不適切ADH分泌症候群(ADH分泌異常症、SIADH)〔ふてきせつADHぶんぴつしょうこうぐん(ADHぶんぴついじょうしょう、SIADH)〕

 血漿(けっしょう)の浸透圧を決めるもっとも大きな要因は、血清ナトリウム濃度です。その正常濃度は135~145mEq/Lで、これを超えると抗利尿ホルモン(ADH)が分泌されて血漿浸透圧が上がるのを抑えます。いっぽう、血漿浸透圧が減少するとADH分泌は低下し、血漿の希釈が防止されます。
 しかし、血漿浸透圧低下(低ナトリウム血症)にもかかわらず、ADH分泌が持続するのがSIADHです。低ナトリウム血症があると食欲不振、吐き気、倦怠(けんたい)感などの症状があらわれ、進行すると、けいれん発作、意識障害、昏睡(こんすい)状態など危険な状態となります。
 原因として、①ADH産生腫瘍によるもの、②中枢神経系疾患や呼吸器疾患によるもの、③薬剤によるものがあります。肺がんなどの腫瘍でADHを分泌するものがADH産生腫瘍で、からだの浸透圧と無関係にADHを分泌するため低ナトリウム血症を進行させます。

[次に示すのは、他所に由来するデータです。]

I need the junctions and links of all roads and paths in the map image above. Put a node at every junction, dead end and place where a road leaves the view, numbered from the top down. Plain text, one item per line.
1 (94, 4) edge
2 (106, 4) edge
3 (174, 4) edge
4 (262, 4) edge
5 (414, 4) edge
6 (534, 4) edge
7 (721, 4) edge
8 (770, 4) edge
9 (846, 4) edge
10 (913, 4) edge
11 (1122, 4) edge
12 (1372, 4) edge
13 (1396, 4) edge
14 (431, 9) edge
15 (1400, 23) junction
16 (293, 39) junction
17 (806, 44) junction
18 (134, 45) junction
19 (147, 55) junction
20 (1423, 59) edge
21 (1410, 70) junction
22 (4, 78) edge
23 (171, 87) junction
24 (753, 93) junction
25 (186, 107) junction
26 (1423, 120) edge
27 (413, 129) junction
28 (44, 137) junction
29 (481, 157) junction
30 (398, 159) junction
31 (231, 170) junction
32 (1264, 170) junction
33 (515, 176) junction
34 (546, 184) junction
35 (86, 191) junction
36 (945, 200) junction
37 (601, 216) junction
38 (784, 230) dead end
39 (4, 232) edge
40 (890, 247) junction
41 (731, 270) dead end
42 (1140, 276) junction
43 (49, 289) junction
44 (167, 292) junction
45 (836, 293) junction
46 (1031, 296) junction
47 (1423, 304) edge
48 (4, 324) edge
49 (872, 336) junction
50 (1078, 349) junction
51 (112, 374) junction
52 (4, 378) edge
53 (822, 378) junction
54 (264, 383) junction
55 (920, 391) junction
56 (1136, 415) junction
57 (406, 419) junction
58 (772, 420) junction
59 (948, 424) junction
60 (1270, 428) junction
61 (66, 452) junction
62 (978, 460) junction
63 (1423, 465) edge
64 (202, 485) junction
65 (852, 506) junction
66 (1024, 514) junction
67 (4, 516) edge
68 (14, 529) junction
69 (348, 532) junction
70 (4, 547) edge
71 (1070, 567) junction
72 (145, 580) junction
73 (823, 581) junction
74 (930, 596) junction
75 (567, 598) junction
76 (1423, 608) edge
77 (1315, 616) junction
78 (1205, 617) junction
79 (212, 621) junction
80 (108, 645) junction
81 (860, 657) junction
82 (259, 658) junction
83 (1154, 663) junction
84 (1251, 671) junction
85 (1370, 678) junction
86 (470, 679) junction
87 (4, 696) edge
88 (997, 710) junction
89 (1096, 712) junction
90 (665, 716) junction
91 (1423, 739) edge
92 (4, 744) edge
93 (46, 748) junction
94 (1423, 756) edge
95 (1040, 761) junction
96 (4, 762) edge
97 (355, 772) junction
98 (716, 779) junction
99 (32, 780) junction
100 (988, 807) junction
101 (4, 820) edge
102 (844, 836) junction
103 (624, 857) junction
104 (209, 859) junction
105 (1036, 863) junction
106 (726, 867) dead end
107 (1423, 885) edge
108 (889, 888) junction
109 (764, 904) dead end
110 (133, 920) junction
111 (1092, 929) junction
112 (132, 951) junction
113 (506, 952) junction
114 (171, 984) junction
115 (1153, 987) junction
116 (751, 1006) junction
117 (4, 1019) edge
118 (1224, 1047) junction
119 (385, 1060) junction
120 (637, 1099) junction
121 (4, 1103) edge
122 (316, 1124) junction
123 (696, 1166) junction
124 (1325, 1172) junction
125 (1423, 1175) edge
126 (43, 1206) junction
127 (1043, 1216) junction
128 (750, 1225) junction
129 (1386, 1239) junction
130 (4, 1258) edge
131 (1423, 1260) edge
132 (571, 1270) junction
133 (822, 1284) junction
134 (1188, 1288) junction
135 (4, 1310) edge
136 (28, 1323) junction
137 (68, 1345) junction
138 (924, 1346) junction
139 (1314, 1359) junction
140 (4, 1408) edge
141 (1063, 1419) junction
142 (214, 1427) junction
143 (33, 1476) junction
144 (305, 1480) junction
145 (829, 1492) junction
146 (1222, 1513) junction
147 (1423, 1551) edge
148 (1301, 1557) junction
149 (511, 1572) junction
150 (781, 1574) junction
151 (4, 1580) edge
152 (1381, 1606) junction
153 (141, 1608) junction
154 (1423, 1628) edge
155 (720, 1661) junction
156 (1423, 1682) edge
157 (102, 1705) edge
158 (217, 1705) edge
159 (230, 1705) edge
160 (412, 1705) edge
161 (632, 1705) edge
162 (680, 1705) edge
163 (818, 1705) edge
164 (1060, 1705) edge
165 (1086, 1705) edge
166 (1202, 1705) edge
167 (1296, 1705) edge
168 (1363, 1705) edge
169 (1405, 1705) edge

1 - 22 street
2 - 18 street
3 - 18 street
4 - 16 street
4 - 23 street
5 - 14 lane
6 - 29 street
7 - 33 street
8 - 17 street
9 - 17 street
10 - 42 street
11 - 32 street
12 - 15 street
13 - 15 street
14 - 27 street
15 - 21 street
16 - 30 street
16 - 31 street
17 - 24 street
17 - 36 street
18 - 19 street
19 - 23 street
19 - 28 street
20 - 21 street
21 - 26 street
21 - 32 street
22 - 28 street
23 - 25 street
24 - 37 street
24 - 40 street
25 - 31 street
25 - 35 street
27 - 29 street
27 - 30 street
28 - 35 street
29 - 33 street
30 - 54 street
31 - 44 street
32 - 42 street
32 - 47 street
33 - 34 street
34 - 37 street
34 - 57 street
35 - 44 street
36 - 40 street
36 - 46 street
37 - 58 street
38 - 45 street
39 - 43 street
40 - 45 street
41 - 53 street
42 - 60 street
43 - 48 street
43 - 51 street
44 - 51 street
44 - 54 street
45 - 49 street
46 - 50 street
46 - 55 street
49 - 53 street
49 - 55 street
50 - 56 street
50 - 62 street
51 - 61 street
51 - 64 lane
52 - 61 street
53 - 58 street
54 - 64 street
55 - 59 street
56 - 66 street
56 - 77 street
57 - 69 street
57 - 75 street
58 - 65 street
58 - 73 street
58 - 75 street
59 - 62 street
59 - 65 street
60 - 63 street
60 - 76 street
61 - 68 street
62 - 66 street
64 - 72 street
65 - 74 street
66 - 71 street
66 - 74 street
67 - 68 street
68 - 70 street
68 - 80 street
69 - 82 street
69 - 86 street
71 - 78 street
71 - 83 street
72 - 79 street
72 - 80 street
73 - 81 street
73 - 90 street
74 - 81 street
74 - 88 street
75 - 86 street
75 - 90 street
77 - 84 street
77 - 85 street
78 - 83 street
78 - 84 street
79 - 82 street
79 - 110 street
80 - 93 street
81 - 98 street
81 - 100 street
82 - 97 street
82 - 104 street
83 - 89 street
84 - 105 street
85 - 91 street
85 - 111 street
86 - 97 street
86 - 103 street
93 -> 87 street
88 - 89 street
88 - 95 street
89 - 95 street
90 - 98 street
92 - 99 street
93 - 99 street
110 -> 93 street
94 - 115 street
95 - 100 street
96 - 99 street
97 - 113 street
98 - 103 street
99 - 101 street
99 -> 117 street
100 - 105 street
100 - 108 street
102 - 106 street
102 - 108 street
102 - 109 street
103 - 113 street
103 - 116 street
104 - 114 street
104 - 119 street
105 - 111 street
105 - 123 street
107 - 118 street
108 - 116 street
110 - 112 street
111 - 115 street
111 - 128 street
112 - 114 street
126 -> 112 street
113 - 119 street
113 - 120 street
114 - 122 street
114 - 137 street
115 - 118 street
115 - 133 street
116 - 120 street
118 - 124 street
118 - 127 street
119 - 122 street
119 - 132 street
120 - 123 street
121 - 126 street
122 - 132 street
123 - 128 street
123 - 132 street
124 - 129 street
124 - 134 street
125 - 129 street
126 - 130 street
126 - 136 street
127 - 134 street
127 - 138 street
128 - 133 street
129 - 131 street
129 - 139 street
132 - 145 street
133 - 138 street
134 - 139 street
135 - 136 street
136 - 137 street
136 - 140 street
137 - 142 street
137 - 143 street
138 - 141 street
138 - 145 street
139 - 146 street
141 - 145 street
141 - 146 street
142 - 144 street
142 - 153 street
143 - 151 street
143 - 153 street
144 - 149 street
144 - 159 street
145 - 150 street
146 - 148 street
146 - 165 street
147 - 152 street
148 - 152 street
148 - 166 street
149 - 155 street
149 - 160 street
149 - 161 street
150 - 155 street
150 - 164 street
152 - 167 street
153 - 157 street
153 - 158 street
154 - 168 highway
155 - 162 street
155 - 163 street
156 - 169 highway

 いっぽう、脳梗塞などの中枢神経系の病気や肺炎など胸部の病気、または薬剤でもSIADHが生じます。原因となる病気に対する治療とともに血清ナトリウム濃度を増加させるような治療をおこないます。原則としては飲水量を制限することが大切です。そのほか、ADHの受容体拮抗薬の投与や、緊急の場合には生理食塩水を点滴投与します。